**Task brief**
Each entry below is to be copied verbatim, with no line missing.

*** Opening of Exercise inputs ***

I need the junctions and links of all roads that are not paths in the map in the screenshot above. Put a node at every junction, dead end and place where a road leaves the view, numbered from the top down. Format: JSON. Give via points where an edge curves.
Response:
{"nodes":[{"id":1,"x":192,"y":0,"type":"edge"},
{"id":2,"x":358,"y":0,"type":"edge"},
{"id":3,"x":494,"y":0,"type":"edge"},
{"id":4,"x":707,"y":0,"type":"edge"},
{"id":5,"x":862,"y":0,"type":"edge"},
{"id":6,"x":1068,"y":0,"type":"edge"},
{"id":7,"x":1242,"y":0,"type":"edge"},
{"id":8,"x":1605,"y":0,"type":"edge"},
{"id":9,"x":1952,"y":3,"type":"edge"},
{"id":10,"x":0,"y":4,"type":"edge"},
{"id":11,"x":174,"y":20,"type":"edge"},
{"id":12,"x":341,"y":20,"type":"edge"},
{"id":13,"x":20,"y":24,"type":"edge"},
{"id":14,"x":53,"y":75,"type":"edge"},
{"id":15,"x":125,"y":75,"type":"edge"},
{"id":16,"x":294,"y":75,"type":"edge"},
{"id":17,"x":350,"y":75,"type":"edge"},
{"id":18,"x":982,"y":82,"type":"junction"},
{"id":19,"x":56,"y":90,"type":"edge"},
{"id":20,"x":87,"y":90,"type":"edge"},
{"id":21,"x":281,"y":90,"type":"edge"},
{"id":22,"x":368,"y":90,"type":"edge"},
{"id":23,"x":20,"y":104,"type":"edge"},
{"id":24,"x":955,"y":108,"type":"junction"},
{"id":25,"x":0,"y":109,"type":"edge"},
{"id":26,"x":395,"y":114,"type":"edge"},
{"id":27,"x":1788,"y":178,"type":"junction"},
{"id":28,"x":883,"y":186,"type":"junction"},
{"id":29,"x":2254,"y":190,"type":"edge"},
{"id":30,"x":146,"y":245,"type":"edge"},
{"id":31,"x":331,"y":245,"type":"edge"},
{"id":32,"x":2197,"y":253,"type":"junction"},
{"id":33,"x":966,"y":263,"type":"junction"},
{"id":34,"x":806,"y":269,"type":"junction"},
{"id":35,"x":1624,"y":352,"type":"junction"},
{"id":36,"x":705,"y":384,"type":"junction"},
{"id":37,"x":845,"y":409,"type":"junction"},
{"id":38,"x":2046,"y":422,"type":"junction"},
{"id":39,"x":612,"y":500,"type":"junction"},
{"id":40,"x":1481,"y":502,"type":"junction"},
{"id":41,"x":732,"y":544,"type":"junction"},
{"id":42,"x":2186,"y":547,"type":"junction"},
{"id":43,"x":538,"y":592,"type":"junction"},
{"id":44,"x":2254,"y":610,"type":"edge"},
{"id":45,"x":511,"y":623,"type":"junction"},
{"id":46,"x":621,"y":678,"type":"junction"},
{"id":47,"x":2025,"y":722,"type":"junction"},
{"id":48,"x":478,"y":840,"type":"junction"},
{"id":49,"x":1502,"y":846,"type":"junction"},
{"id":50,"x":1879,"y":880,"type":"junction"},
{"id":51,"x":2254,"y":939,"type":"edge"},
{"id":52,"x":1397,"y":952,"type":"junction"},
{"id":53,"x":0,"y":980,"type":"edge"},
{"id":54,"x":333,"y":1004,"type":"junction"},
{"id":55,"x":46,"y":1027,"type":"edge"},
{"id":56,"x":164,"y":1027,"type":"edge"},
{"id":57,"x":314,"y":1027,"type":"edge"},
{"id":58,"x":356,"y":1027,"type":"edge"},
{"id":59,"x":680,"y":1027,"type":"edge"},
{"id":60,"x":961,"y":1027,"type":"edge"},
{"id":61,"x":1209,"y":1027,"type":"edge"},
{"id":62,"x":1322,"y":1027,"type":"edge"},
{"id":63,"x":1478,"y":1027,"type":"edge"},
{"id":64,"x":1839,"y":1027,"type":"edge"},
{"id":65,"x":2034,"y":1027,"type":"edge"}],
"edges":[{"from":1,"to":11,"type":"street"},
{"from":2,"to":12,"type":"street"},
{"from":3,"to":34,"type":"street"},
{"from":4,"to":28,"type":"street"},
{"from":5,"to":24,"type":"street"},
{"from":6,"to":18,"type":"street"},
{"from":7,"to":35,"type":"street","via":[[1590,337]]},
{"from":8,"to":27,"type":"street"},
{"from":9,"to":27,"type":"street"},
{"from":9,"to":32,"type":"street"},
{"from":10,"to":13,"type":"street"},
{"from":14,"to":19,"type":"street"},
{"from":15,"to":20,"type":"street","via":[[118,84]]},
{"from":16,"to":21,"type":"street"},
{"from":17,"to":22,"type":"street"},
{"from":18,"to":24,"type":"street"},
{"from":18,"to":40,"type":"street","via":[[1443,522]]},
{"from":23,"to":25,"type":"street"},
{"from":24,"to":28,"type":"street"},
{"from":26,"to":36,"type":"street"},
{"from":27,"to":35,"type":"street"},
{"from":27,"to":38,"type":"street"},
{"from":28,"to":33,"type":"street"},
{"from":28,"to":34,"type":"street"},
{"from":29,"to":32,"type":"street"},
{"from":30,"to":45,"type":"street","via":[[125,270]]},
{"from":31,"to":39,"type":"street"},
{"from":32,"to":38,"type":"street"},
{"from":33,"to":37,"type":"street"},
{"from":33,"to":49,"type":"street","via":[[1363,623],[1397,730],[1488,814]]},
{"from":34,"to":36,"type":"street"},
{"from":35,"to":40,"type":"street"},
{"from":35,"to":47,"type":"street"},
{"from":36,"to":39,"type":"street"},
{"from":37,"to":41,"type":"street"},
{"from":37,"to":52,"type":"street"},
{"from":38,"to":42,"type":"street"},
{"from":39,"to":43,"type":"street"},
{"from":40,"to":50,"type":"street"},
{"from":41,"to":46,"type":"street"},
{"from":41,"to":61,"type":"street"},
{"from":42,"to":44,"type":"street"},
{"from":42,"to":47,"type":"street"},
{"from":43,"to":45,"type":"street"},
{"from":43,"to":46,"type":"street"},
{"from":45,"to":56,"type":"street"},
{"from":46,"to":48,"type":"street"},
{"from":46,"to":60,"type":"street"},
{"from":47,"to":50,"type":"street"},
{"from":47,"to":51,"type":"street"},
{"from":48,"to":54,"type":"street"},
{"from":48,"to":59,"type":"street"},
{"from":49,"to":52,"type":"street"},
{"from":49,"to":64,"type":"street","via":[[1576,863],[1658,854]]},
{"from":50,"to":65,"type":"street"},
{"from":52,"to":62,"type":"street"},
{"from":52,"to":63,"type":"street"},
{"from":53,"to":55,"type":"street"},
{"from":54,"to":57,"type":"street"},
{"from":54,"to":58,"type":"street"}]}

*** Close of Exercise inputs ***

**Answer box**
I need the junctions and links of all roads that are not paths in the map in the screenshot above. Put a node at every junction, dead end and place where a road leaves the view, numbered from the top down. Format: JSON. Give via points where an edge curves.
Response:
{"nodes":[{"id":1,"x":192,"y":0,"type":"edge"},
{"id":2,"x":358,"y":0,"type":"edge"},
{"id":3,"x":494,"y":0,"type":"edge"},
{"id":4,"x":707,"y":0,"type":"edge"},
{"id":5,"x":862,"y":0,"type":"edge"},
{"id":6,"x":1068,"y":0,"type":"edge"},
{"id":7,"x":1242,"y":0,"type":"edge"},
{"id":8,"x":1605,"y":0,"type":"edge"},
{"id":9,"x":1952,"y":3,"type":"edge"},
{"id":10,"x":0,"y":4,"type":"edge"},
{"id":11,"x":174,"y":20,"type":"edge"},
{"id":12,"x":341,"y":20,"type":"edge"},
{"id":13,"x":20,"y":24,"type":"edge"},
{"id":14,"x":53,"y":75,"type":"edge"},
{"id":15,"x":125,"y":75,"type":"edge"},
{"id":16,"x":294,"y":75,"type":"edge"},
{"id":17,"x":350,"y":75,"type":"edge"},
{"id":18,"x":982,"y":82,"type":"junction"},
{"id":19,"x":56,"y":90,"type":"edge"},
{"id":20,"x":87,"y":90,"type":"edge"},
{"id":21,"x":281,"y":90,"type":"edge"},
{"id":22,"x":368,"y":90,"type":"edge"},
{"id":23,"x":20,"y":104,"type":"edge"},
{"id":24,"x":955,"y":108,"type":"junction"},
{"id":25,"x":0,"y":109,"type":"edge"},
{"id":26,"x":395,"y":114,"type":"edge"},
{"id":27,"x":1788,"y":178,"type":"junction"},
{"id":28,"x":883,"y":186,"type":"junction"},
{"id":29,"x":2254,"y":190,"type":"edge"},
{"id":30,"x":146,"y":245,"type":"edge"},
{"id":31,"x":331,"y":245,"type":"edge"},
{"id":32,"x":2197,"y":253,"type":"junction"},
{"id":33,"x":966,"y":263,"type":"junction"},
{"id":34,"x":806,"y":269,"type":"junction"},
{"id":35,"x":1624,"y":352,"type":"junction"},
{"id":36,"x":705,"y":384,"type":"junction"},
{"id":37,"x":845,"y":409,"type":"junction"},
{"id":38,"x":2046,"y":422,"type":"junction"},
{"id":39,"x":612,"y":500,"type":"junction"},
{"id":40,"x":1481,"y":502,"type":"junction"},
{"id":41,"x":732,"y":544,"type":"junction"},
{"id":42,"x":2186,"y":547,"type":"junction"},
{"id":43,"x":538,"y":592,"type":"junction"},
{"id":44,"x":2254,"y":610,"type":"edge"},
{"id":45,"x":511,"y":623,"type":"junction"},
{"id":46,"x":621,"y":678,"type":"junction"},
{"id":47,"x":2025,"y":722,"type":"junction"},
{"id":48,"x":478,"y":840,"type":"junction"},
{"id":49,"x":1502,"y":846,"type":"junction"},
{"id":50,"x":1879,"y":880,"type":"junction"},
{"id":51,"x":2254,"y":939,"type":"edge"},
{"id":52,"x":1397,"y":952,"type":"junction"},
{"id":53,"x":0,"y":980,"type":"edge"},
{"id":54,"x":333,"y":1004,"type":"junction"},
{"id":55,"x":46,"y":1027,"type":"edge"},
{"id":56,"x":164,"y":1027,"type":"edge"},
{"id":57,"x":314,"y":1027,"type":"edge"},
{"id":58,"x":356,"y":1027,"type":"edge"},
{"id":59,"x":680,"y":1027,"type":"edge"},
{"id":60,"x":961,"y":1027,"type":"edge"},
{"id":61,"x":1209,"y":1027,"type":"edge"},
{"id":62,"x":1322,"y":1027,"type":"edge"},
{"id":63,"x":1478,"y":1027,"type":"edge"},
{"id":64,"x":1839,"y":1027,"type":"edge"},
{"id":65,"x":2034,"y":1027,"type":"edge"}],
"edges":[{"from":1,"to":11,"type":"street"},
{"from":2,"to":12,"type":"street"},
{"from":3,"to":34,"type":"street"},
{"from":4,"to":28,"type":"street"},
{"from":5,"to":24,"type":"street"},
{"from":6,"to":18,"type":"street"},
{"from":7,"to":35,"type":"street","via":[[1590,337]]},
{"from":8,"to":27,"type":"street"},
{"from":9,"to":27,"type":"street"},
{"from":9,"to":32,"type":"street"},
{"from":10,"to":13,"type":"street"},
{"from":14,"to":19,"type":"street"},
{"from":15,"to":20,"type":"street","via":[[118,84]]},
{"from":16,"to":21,"type":"street"},
{"from":17,"to":22,"type":"street"},
{"from":18,"to":24,"type":"street"},
{"from":18,"to":40,"type":"street","via":[[1443,522]]},
{"from":23,"to":25,"type":"street"},
{"from":24,"to":28,"type":"street"},
{"from":26,"to":36,"type":"street"},
{"from":27,"to":35,"type":"street"},
{"from":27,"to":38,"type":"street"},
{"from":28,"to":33,"type":"street"},
{"from":28,"to":34,"type":"street"},
{"from":29,"to":32,"type":"street"},
{"from":30,"to":45,"type":"street","via":[[125,270]]},
{"from":31,"to":39,"type":"street"},
{"from":32,"to":38,"type":"street"},
{"from":33,"to":37,"type":"street"},
{"from":33,"to":49,"type":"street","via":[[1363,623],[1397,730],[1488,814]]},
{"from":34,"to":36,"type":"street"},
{"from":35,"to":40,"type":"street"},
{"from":35,"to":47,"type":"street"},
{"from":36,"to":39,"type":"street"},
{"from":37,"to":41,"type":"street"},
{"from":37,"to":52,"type":"street"},
{"from":38,"to":42,"type":"street"},
{"from":39,"to":43,"type":"street"},
{"from":40,"to":50,"type":"street"},
{"from":41,"to":46,"type":"street"},
{"from":41,"to":61,"type":"street"},
{"from":42,"to":44,"type":"street"},
{"from":42,"to":47,"type":"street"},
{"from":43,"to":45,"type":"street"},
{"from":43,"to":46,"type":"street"},
{"from":45,"to":56,"type":"street"},
{"from":46,"to":48,"type":"street"},
{"from":46,"to":60,"type":"street"},
{"from":47,"to":50,"type":"street"},
{"from":47,"to":51,"type":"street"},
{"from":48,"to":54,"type":"street"},
{"from":48,"to":59,"type":"street"},
{"from":49,"to":52,"type":"street"},
{"from":49,"to":64,"type":"street","via":[[1576,863],[1658,854]]},
{"from":50,"to":65,"type":"street"},
{"from":52,"to":62,"type":"street"},
{"from":52,"to":63,"type":"street"},
{"from":53,"to":55,"type":"street"},
{"from":54,"to":57,"type":"street"},
{"from":54,"to":58,"type":"street"}]}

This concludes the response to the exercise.